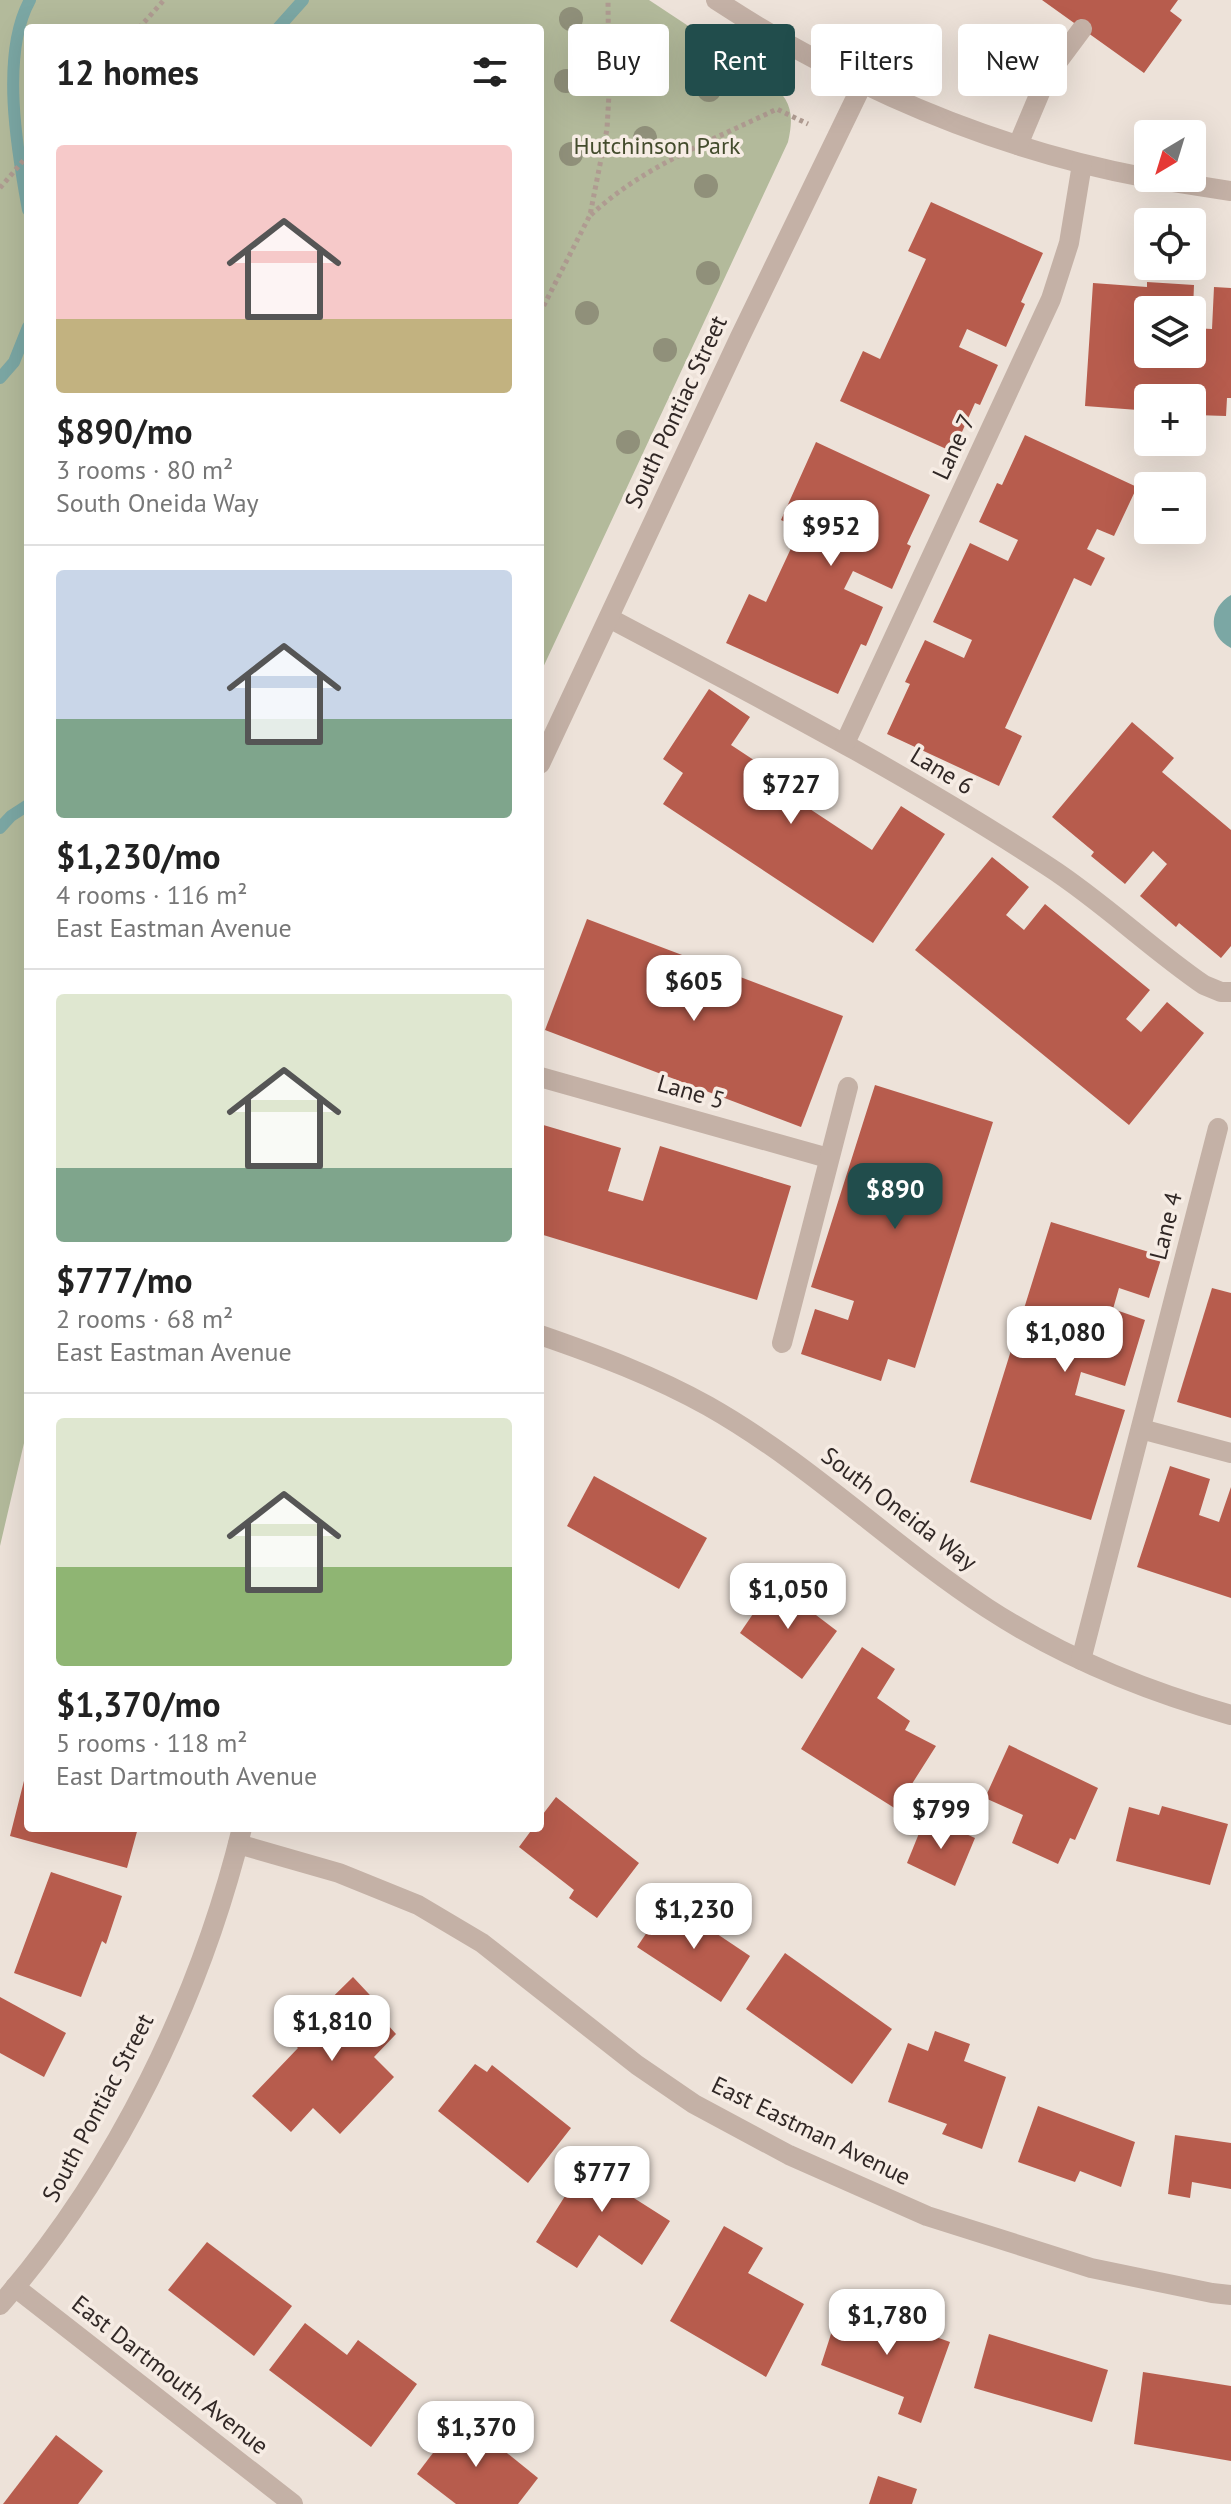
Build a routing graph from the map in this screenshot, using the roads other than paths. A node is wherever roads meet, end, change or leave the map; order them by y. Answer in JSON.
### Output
────────────────────────────────────────
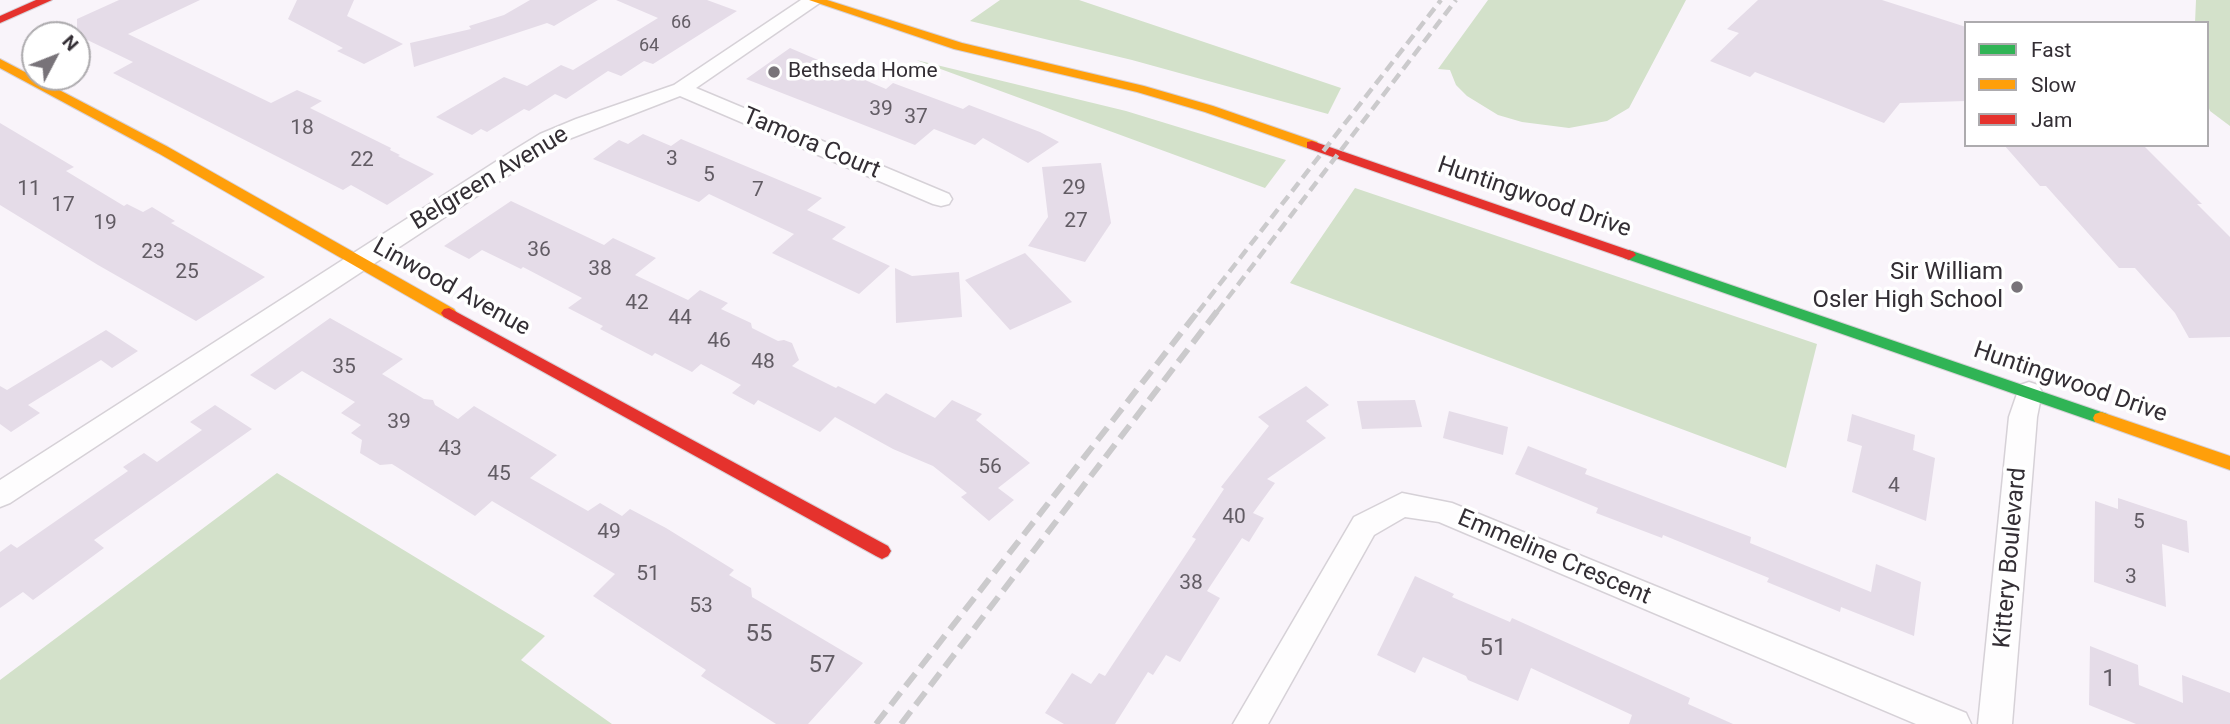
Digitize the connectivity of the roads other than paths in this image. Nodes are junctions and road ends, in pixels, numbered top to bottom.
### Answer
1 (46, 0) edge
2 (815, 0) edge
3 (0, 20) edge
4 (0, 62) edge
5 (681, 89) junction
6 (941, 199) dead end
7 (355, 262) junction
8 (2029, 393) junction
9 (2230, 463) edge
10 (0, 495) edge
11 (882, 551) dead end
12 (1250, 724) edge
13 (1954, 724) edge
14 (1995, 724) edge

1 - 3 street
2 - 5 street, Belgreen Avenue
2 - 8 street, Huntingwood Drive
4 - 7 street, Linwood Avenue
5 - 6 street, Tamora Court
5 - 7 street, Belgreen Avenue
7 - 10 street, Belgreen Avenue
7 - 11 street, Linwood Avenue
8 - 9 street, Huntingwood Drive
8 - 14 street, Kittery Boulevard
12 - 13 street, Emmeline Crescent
────────────────────────────────────────
Exercise objective
If a line in the listing holds the word "roads", list that line.

Exercise output
Build a routing graph from the map in this screenshot, using the roads other than paths. A node is wherever roads meet, end, change or leave the map; order them by y. Answer in JSON.
Digitize the connectivity of the roads other than paths in this image. Nodes are junctions and road ends, in pixels, numbered top to bottom.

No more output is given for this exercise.